これによれば、遠心式送風機における羽根車の回転軸方向(すなわち遠心式送風機の高さ方向)の体格を大きくすることなく、また、内外気箱の構成および分離筒の構成を大きく変更することなく、第1開口部と第2開口部の流路断面積を調整することが可能である。
【0059】
第3の観点によれば、空気導入板は、第1開口部側に位置する第1面と、第2開口部側に位置し第1面よりもベルマウスから遠くに配置される第2面と、第1面と第2面とを接続する段差面とを有している。これにより、第2開口部のうち羽根車より空気導入板側の領域の流路断面積を、第1開口部のうち羽根車より空気導入板側の領域の流路断面積より大きく構成することが可能である。
【0060】
第4の観点によれば、空気導入板は、第1開口部側の部位より第2開口部側の部位がベルマウスから遠くなるようにベルマウスに対して傾斜している。これにより、第2開口部のうち羽根車より空気導入板側の領域の流路断面積を、第1開口部のうち羽根車より空気導入板側の領域の流路断面積より大きく構成することが可能である。
【0061】
第5の観点によれば、空気導入板のうち空気入口部の径方向外側の部位は、空気入口部の周方向においてベルマウスに対する傾斜率が一定となるようなスロープ状に形成されている。これにより、分離筒の裏側の流路を周方向に流れる風の圧力損失を低減することができる。
【0062】
第6の観点によれば、空気導入板と筒状部との接続部のうち第2開口部側の部位の曲率半径は、第1開口部側の部位の曲率半径よりも小さく形成されている。
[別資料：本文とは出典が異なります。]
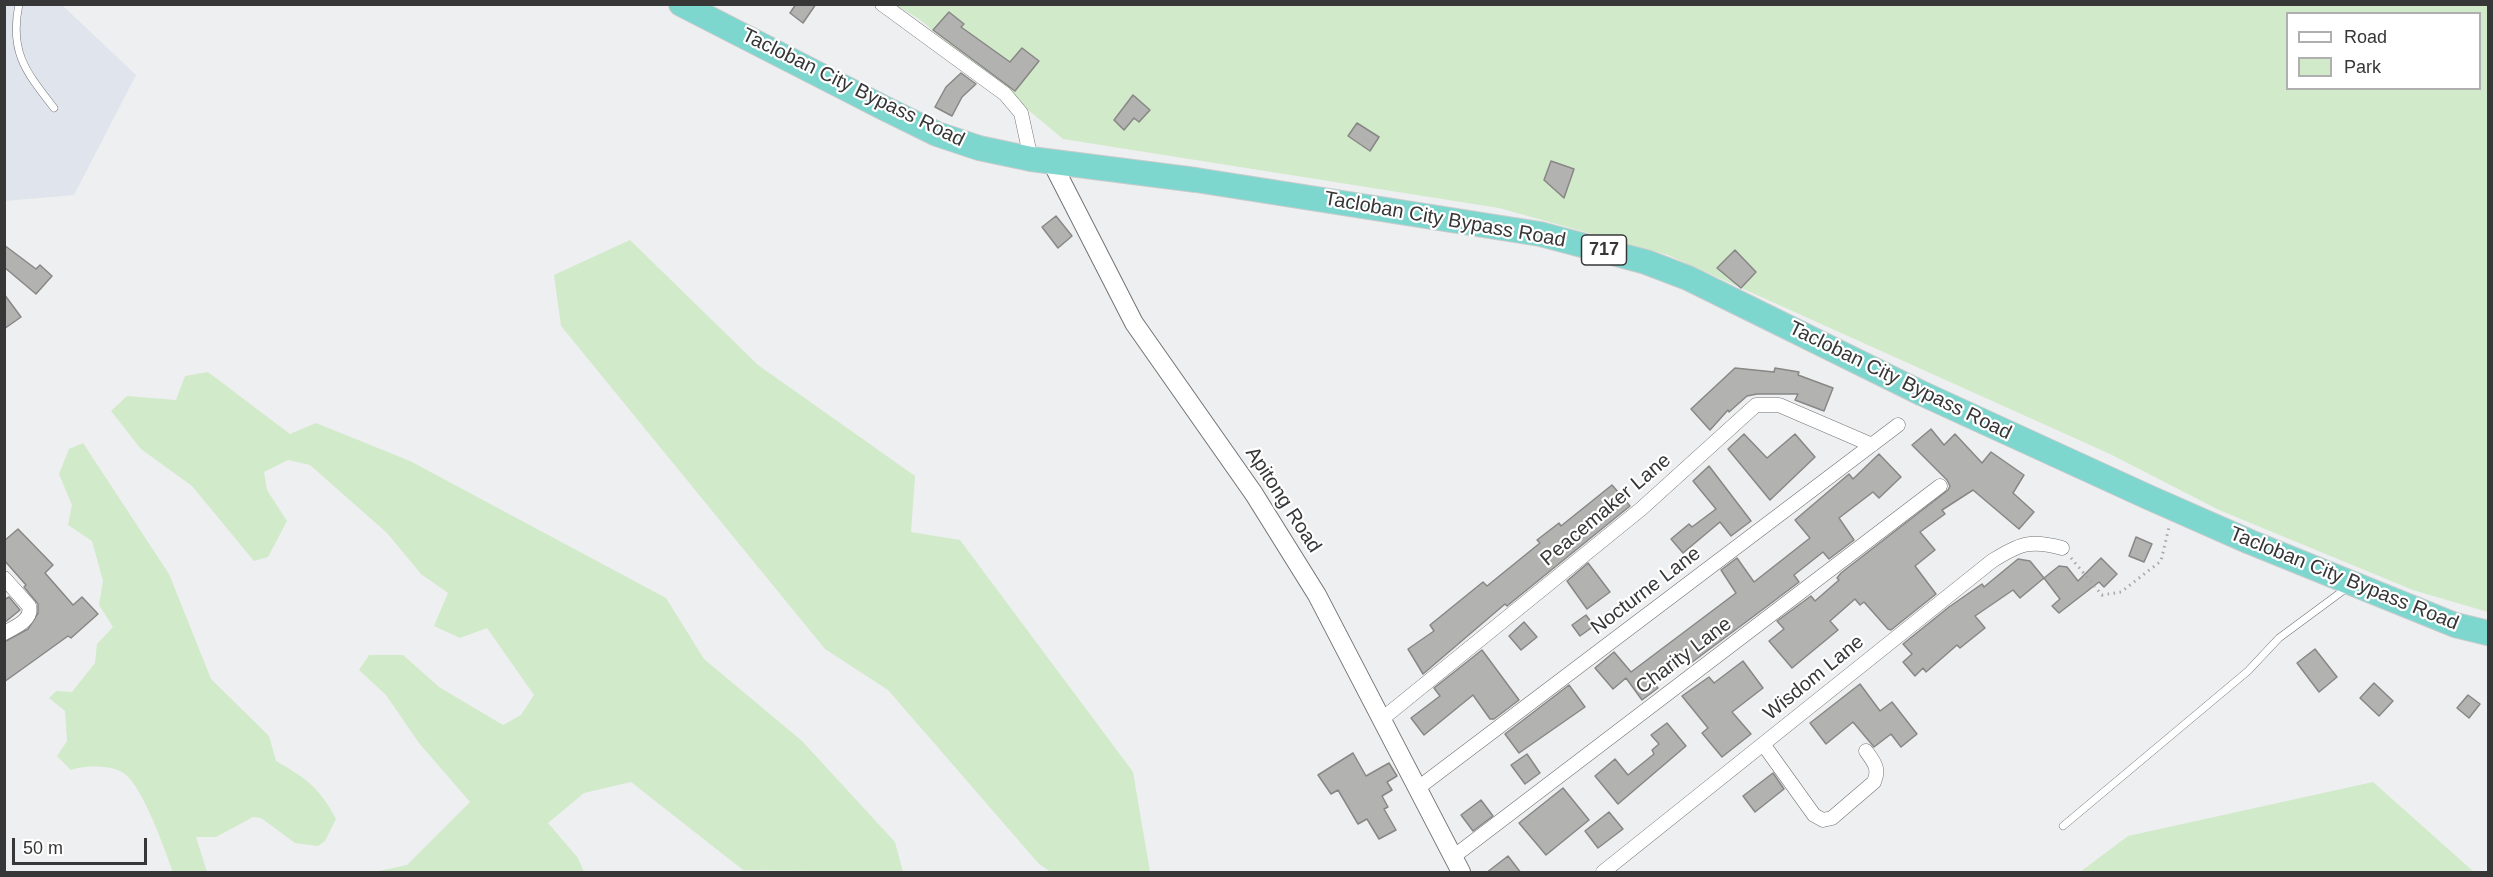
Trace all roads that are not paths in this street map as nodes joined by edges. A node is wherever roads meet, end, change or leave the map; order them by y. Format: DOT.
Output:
graph roads {
  1 [pos="19,4"];
  2 [pos="681,4"];
  3 [pos="882,4"];
  4 [pos="54,108"];
  5 [pos="1041,160"];
  6 [pos="1898,425"];
  7 [pos="1872,445"];
  8 [pos="1940,486"];
  9 [pos="2062,548"];
  10 [pos="4,578"];
  11 [pos="2353,583"];
  12 [pos="4,633"];
  13 [pos="2488,633"];
  14 [pos="1382,719"];
  15 [pos="1762,744"];
  16 [pos="1866,751"];
  17 [pos="1418,788"];
  18 [pos="2063,826"];
  19 [pos="1457,865"];
  20 [pos="1603,873"];
  1 -- 4 [label="lane"];
  2 -- 5 [label="highway, Tacloban City Bypass Road / 717"];
  3 -- 5 [label="street"];
  5 -- 11 [label="highway, Tacloban City Bypass Road / 717"];
  5 -- 14 [label="street, Apitong Road"];
  6 -- 7 [label="street, Nocturne Lane"];
  7 -- 14 [label="street, Peacemaker Lane"];
  7 -- 17 [label="street, Nocturne Lane"];
  8 -- 19 [label="street, Charity Lane"];
  9 -- 15 [label="street, Wisdom Lane"];
  10 -- 12 [label="street"];
  11 -- 13 [label="highway, Tacloban City Bypass Road / 717"];
  11 -- 18 [label="lane"];
  14 -- 17 [label="street, Apitong Road"];
  15 -- 16 [label="street"];
  15 -- 20 [label="street, Wisdom Lane"];
  17 -- 19 [label="street, Apitong Road"];
}
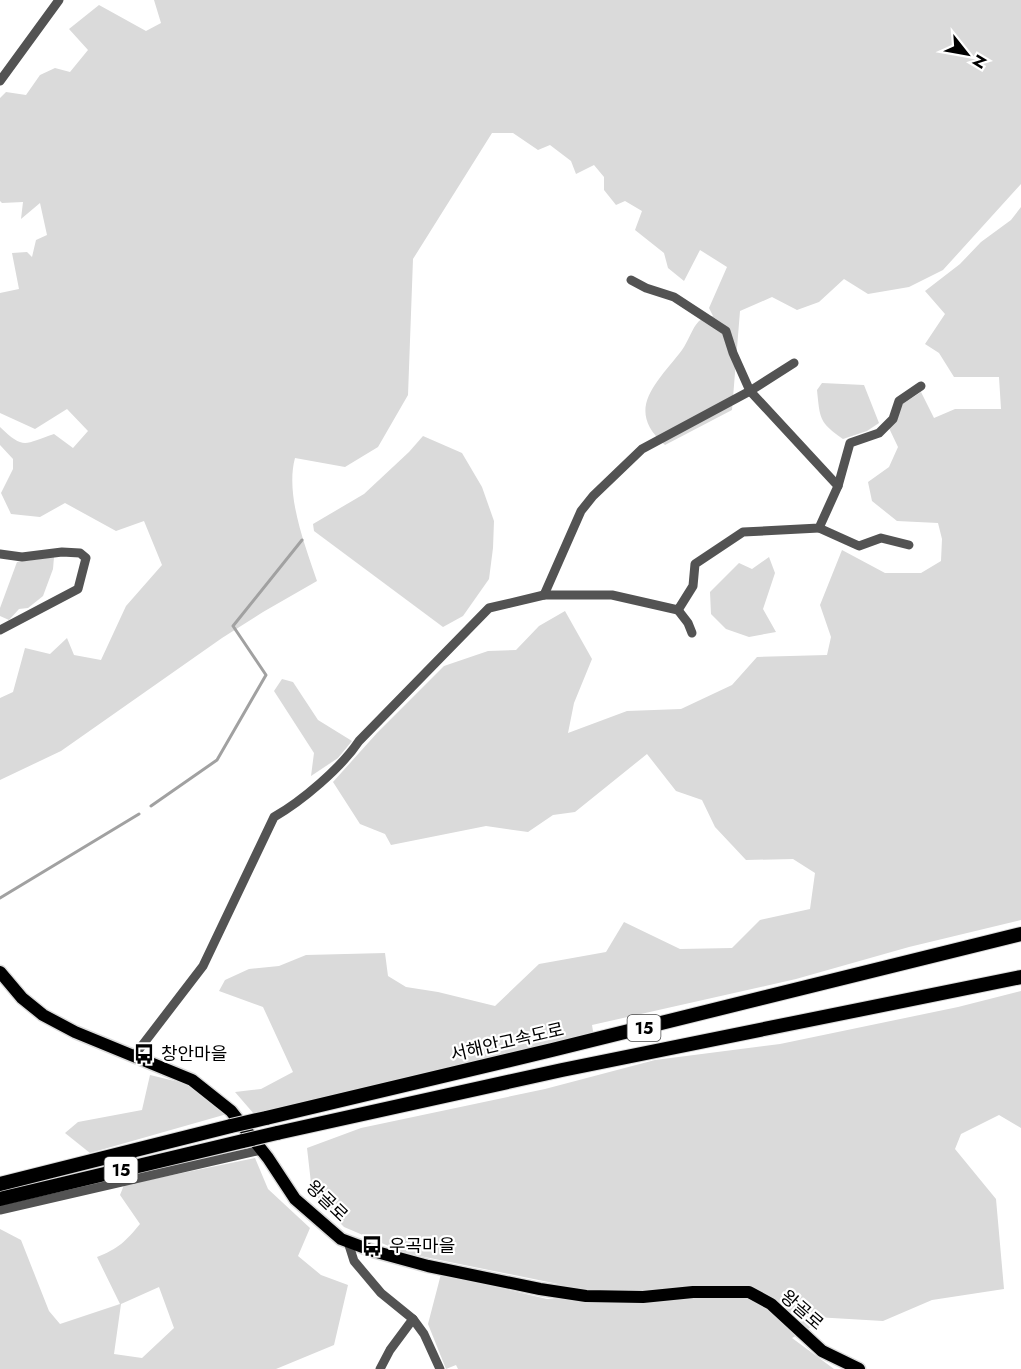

これにより、第2開口部のうち羽根車より空気導入板側の領域の流路断面積を、第1開口部のうち羽根車より空気導入板側の領域の流路断面積より大きく構成することが可能である。
【0063】
第7の観点によれば、分離筒が有する筒状部の中心軸は、羽根車の回転軸および内外気箱の中心に対し第1開口部側にずれた位置にある。これにより、第2開口部の流路断面積を、第1開口部の流路断面積より大きく構成することが可能である。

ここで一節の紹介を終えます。